◆ WHAT YOU WILL DO
Each line of the listing that includes the string "graph" is to be identified and copied.

━━━━━ RECORDS SHOWN ━━━━━

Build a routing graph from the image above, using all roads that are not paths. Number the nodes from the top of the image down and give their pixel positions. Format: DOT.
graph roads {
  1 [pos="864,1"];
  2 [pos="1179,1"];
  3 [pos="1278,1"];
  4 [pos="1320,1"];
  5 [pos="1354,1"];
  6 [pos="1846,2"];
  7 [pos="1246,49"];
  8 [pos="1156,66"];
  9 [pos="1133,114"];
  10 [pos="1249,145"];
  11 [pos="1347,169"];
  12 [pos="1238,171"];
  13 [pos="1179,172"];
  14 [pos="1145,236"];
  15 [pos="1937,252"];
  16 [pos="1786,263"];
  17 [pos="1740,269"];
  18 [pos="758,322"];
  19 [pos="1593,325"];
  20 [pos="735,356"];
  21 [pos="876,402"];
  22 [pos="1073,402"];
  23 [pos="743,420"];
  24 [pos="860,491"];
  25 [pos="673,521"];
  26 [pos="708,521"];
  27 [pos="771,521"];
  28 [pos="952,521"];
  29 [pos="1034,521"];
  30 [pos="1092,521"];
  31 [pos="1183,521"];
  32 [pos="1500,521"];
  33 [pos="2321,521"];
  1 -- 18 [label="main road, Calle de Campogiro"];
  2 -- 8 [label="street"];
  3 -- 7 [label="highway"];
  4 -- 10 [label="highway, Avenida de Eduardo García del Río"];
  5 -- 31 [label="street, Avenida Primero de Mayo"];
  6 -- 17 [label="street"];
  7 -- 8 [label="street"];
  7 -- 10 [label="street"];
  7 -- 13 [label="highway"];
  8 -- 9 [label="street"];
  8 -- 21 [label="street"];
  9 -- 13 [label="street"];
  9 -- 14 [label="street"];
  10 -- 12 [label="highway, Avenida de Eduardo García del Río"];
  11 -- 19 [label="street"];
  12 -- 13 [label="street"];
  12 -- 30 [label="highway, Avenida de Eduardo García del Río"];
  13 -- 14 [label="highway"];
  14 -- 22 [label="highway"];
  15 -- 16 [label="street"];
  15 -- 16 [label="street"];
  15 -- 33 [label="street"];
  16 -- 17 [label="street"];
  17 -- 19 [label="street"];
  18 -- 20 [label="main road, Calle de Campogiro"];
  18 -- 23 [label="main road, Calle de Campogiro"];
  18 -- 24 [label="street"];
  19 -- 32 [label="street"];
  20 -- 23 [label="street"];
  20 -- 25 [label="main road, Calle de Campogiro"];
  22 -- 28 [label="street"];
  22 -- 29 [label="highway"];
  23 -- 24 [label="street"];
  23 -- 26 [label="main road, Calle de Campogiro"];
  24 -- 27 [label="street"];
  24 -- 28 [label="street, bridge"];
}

━━━━━

◆ SOLUTION FOR THIS PROBLEM
Build a routing graph from the image above, using all roads that are not paths. Number the nodes from the top of the image down and give their pixel positions. Format: DOT.
graph roads {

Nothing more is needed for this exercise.